Brief:
Report only the number of lines below in which the string "from" appears.

### Excerpted data

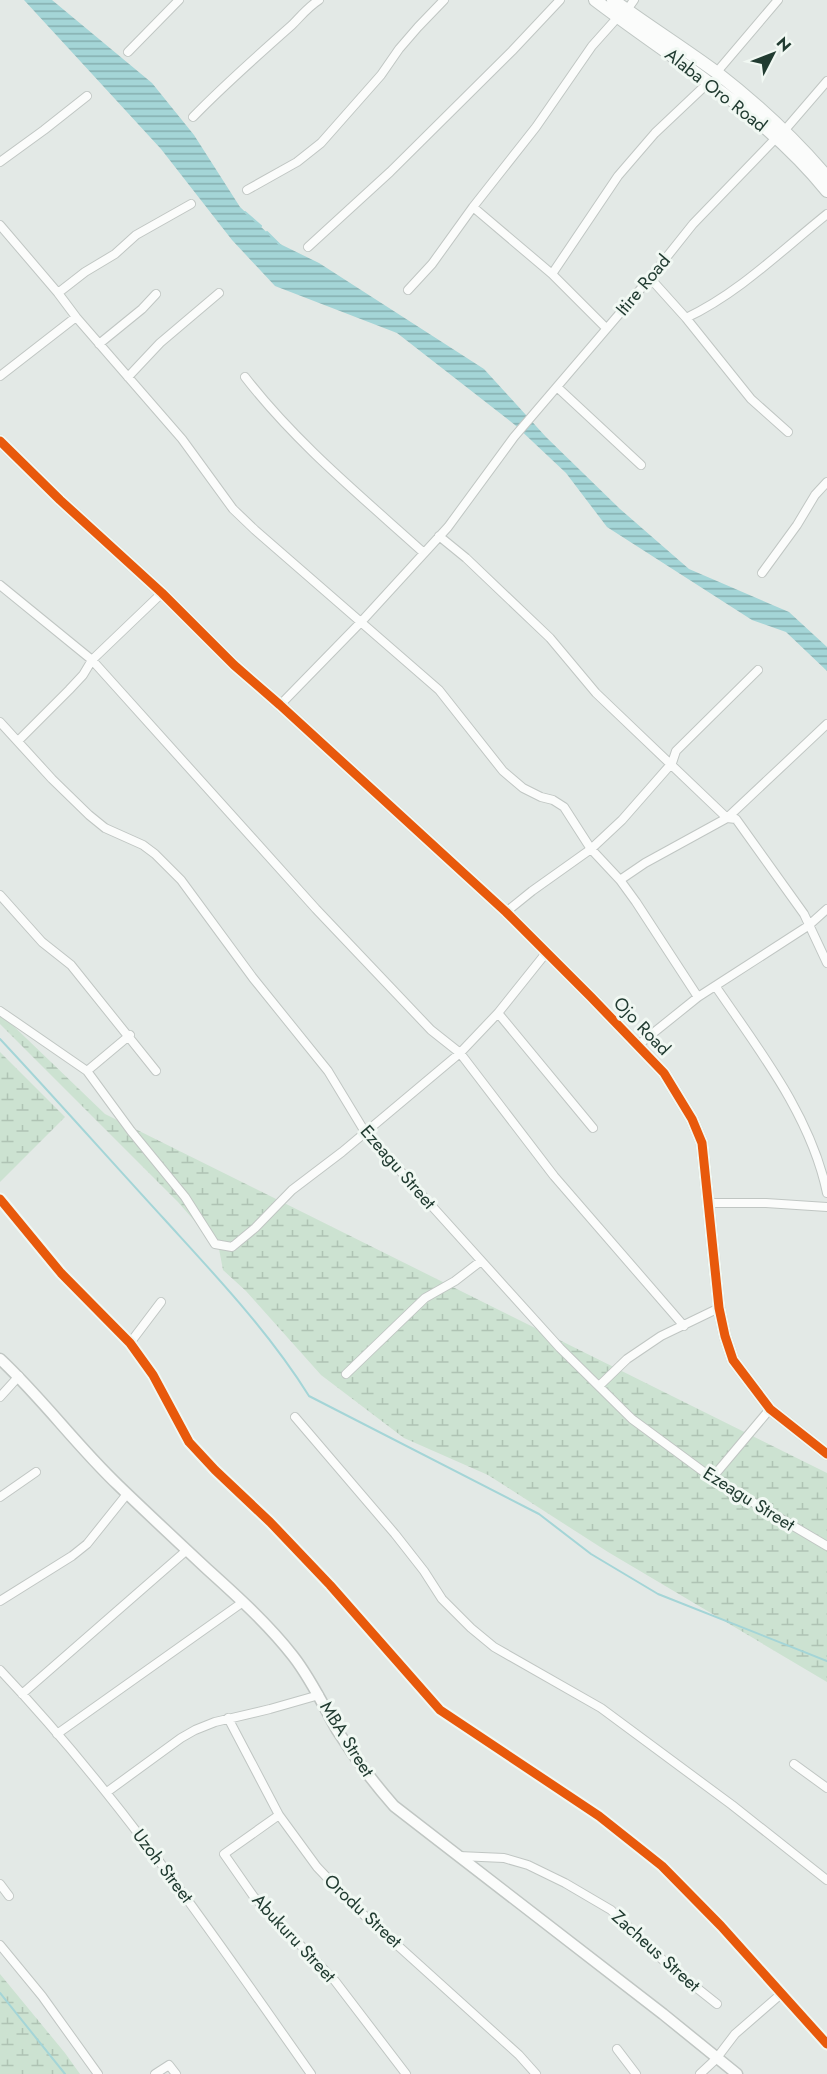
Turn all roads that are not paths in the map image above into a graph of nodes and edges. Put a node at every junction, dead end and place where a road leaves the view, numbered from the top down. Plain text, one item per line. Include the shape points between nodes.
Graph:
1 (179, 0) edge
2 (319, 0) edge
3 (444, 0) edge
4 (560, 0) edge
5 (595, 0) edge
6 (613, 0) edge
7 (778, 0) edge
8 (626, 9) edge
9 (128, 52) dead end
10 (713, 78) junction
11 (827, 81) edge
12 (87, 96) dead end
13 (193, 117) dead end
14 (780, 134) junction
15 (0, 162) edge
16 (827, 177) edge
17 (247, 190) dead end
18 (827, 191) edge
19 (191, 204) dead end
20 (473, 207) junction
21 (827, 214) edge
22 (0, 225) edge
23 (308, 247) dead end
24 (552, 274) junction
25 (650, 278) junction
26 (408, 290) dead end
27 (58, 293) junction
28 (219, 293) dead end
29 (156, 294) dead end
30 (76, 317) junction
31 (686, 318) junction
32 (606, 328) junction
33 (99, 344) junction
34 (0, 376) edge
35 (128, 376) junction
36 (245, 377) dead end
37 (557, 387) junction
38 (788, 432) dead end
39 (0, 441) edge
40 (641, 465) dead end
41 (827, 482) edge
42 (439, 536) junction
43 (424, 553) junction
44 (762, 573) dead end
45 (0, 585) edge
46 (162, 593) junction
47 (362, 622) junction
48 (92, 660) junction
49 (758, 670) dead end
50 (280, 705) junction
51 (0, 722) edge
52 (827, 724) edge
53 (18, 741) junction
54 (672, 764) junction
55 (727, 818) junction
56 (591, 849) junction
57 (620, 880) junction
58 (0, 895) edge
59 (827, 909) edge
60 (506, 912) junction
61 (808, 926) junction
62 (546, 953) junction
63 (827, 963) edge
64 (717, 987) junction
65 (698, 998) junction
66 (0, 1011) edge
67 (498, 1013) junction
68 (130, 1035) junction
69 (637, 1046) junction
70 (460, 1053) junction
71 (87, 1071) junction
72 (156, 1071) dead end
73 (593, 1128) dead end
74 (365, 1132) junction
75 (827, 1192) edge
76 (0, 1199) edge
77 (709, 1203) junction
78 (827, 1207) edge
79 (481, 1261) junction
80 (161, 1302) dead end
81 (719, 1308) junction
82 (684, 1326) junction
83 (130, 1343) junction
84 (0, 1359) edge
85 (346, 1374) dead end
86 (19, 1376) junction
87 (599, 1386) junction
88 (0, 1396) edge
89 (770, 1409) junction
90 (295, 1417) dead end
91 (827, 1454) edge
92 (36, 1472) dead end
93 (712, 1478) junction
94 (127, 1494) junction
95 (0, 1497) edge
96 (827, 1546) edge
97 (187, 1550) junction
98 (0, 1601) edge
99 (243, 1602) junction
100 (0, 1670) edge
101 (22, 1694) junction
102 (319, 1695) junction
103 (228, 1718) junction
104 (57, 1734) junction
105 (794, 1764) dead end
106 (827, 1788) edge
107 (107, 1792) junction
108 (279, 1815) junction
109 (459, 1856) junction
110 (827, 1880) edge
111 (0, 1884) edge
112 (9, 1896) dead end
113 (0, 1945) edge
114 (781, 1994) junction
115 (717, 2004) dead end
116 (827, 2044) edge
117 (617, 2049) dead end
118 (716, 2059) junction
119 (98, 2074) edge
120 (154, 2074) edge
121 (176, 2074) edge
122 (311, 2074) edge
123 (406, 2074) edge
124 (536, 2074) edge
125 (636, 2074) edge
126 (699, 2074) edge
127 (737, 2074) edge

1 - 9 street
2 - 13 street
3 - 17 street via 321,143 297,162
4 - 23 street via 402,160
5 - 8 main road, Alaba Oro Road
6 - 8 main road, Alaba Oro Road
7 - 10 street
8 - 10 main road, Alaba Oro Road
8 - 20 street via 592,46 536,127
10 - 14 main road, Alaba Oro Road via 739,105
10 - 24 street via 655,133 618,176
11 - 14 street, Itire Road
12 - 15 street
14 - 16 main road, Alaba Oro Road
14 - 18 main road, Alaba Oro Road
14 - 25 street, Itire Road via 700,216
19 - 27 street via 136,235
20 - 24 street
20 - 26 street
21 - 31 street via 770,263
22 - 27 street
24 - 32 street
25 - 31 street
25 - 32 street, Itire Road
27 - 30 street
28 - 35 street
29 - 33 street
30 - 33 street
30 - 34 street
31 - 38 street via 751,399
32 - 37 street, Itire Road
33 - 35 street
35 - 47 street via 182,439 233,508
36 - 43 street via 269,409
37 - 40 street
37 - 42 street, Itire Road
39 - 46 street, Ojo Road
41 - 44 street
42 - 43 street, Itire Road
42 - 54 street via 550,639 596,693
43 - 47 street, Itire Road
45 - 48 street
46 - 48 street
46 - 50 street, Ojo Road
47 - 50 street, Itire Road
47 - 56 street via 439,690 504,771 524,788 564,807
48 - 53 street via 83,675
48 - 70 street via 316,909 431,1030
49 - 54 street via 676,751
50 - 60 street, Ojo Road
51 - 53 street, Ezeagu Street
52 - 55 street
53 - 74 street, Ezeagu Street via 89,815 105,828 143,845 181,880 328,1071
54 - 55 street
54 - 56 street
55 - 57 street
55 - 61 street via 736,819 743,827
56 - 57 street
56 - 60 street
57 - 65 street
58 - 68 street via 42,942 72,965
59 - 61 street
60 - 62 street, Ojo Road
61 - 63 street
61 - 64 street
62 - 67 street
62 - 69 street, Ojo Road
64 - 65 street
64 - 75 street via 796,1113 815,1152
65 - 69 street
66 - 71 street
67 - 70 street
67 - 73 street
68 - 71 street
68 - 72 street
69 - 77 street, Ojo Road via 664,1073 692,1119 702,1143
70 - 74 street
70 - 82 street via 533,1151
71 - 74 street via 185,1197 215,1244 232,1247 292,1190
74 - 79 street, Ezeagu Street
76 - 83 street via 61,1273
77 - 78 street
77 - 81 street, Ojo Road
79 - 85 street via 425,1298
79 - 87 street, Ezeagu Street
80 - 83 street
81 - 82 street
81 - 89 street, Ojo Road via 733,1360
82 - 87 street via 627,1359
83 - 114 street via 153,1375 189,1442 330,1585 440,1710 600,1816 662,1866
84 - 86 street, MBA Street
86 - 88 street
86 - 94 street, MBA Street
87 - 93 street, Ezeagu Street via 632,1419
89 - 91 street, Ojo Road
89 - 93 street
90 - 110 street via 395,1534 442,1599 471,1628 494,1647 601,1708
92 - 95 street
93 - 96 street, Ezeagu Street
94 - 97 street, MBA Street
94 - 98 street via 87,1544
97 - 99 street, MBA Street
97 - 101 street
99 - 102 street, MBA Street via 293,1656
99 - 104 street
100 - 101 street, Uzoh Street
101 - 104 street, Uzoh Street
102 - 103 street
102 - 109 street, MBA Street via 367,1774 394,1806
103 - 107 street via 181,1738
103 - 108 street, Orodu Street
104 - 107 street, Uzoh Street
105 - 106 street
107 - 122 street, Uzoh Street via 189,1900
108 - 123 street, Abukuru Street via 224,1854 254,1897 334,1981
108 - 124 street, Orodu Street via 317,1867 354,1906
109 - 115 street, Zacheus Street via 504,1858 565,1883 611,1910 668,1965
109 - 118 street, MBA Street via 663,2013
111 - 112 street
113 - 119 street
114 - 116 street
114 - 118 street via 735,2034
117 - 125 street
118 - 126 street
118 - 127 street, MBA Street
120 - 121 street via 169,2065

######
### Excerpted data

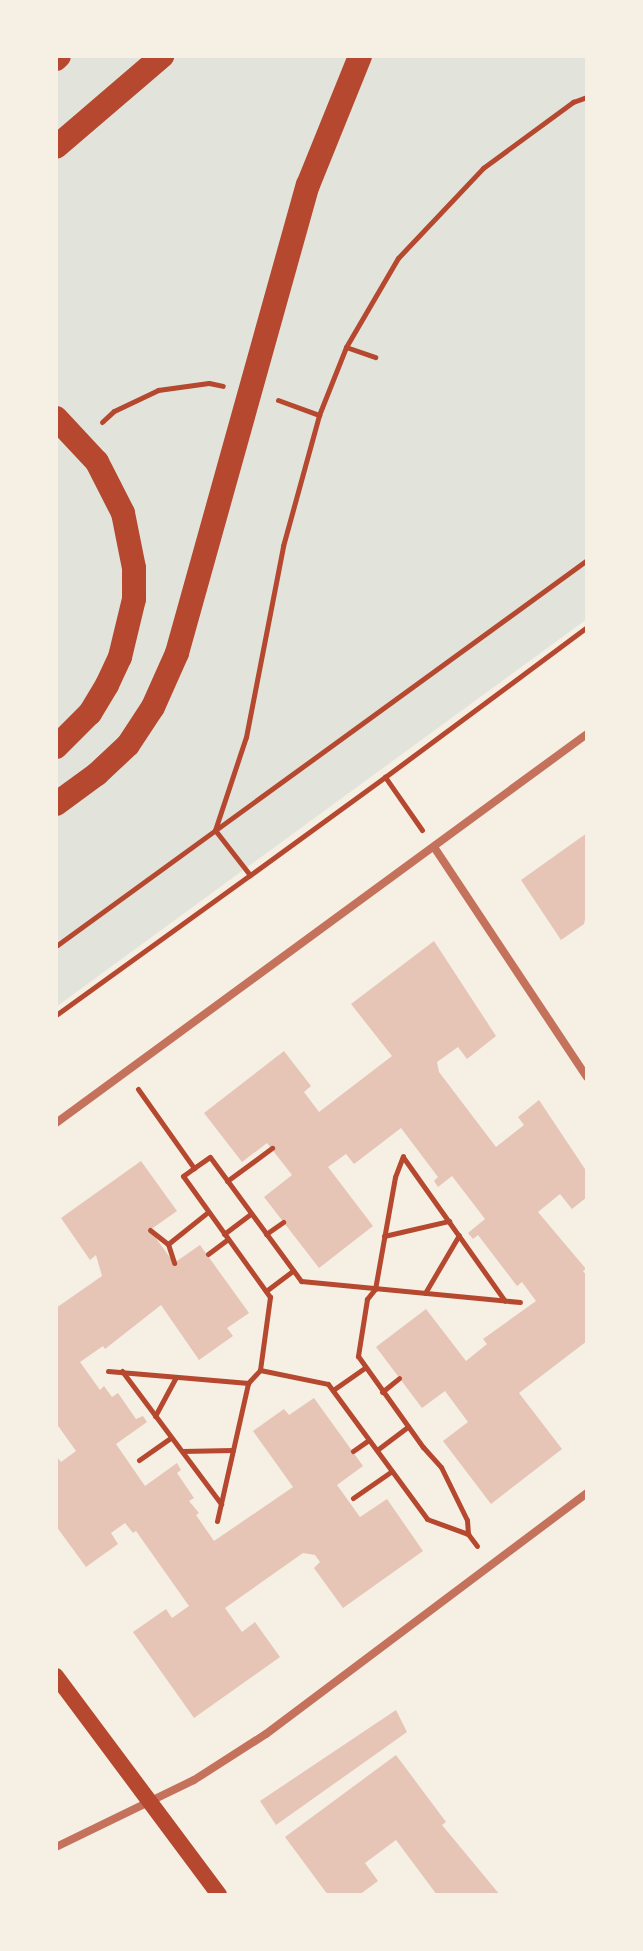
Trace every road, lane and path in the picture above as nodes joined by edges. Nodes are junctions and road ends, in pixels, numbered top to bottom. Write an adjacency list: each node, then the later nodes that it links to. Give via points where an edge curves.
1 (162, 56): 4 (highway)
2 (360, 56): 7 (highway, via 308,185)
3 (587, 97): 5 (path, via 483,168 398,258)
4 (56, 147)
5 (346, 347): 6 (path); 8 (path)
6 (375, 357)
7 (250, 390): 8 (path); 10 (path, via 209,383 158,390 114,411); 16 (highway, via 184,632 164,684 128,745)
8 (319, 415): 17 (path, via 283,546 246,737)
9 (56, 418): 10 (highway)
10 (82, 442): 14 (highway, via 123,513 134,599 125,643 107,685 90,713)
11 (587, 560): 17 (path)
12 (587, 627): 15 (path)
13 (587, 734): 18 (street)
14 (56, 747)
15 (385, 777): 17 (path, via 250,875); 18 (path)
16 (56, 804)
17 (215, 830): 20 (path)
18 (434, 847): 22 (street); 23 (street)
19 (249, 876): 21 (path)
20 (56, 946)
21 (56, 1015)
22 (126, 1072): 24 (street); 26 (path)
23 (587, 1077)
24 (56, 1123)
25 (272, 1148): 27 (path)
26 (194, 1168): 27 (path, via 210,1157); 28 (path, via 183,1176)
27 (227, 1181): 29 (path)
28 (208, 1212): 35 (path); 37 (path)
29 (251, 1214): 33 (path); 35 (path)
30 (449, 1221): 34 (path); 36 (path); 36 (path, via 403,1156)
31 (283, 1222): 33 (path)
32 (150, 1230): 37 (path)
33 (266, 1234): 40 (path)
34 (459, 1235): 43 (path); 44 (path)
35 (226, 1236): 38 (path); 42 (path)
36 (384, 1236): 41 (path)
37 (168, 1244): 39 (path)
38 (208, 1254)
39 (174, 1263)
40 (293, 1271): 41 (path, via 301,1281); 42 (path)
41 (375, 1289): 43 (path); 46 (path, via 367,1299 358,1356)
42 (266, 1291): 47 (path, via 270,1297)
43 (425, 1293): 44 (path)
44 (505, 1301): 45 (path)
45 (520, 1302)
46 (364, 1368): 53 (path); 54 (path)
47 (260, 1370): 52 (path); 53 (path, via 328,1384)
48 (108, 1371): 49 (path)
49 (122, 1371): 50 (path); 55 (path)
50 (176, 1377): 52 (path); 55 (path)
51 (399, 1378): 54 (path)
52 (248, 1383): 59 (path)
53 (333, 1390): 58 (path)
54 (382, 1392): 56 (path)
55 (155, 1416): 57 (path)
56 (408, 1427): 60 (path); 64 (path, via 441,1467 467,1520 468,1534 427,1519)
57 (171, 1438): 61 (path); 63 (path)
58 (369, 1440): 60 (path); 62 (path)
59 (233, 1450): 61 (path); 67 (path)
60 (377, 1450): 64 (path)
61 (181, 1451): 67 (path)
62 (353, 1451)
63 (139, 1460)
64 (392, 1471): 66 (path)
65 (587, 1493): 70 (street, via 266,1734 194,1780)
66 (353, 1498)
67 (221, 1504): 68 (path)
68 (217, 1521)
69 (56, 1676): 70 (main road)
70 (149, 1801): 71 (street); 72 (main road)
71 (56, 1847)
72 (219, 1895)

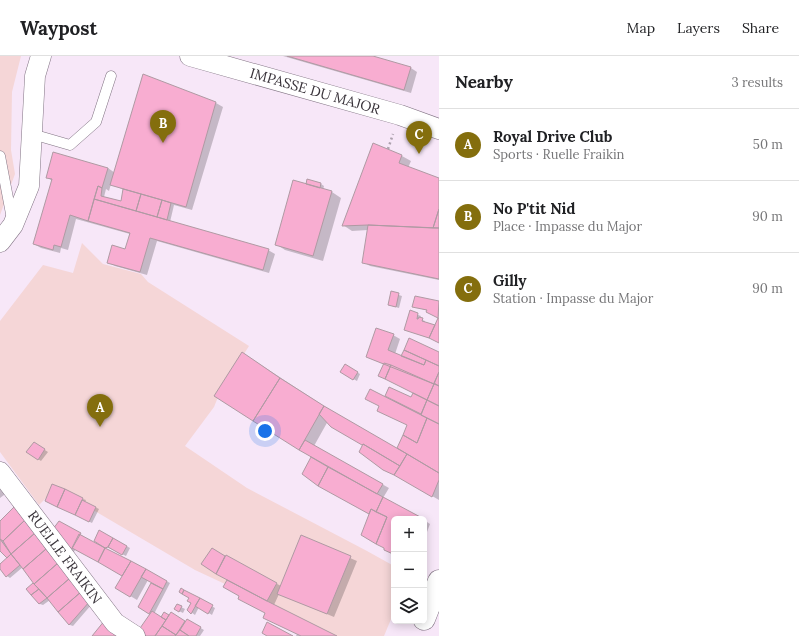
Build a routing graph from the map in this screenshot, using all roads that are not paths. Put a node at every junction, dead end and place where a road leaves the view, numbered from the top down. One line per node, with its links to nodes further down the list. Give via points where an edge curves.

######

Completed exercise:
2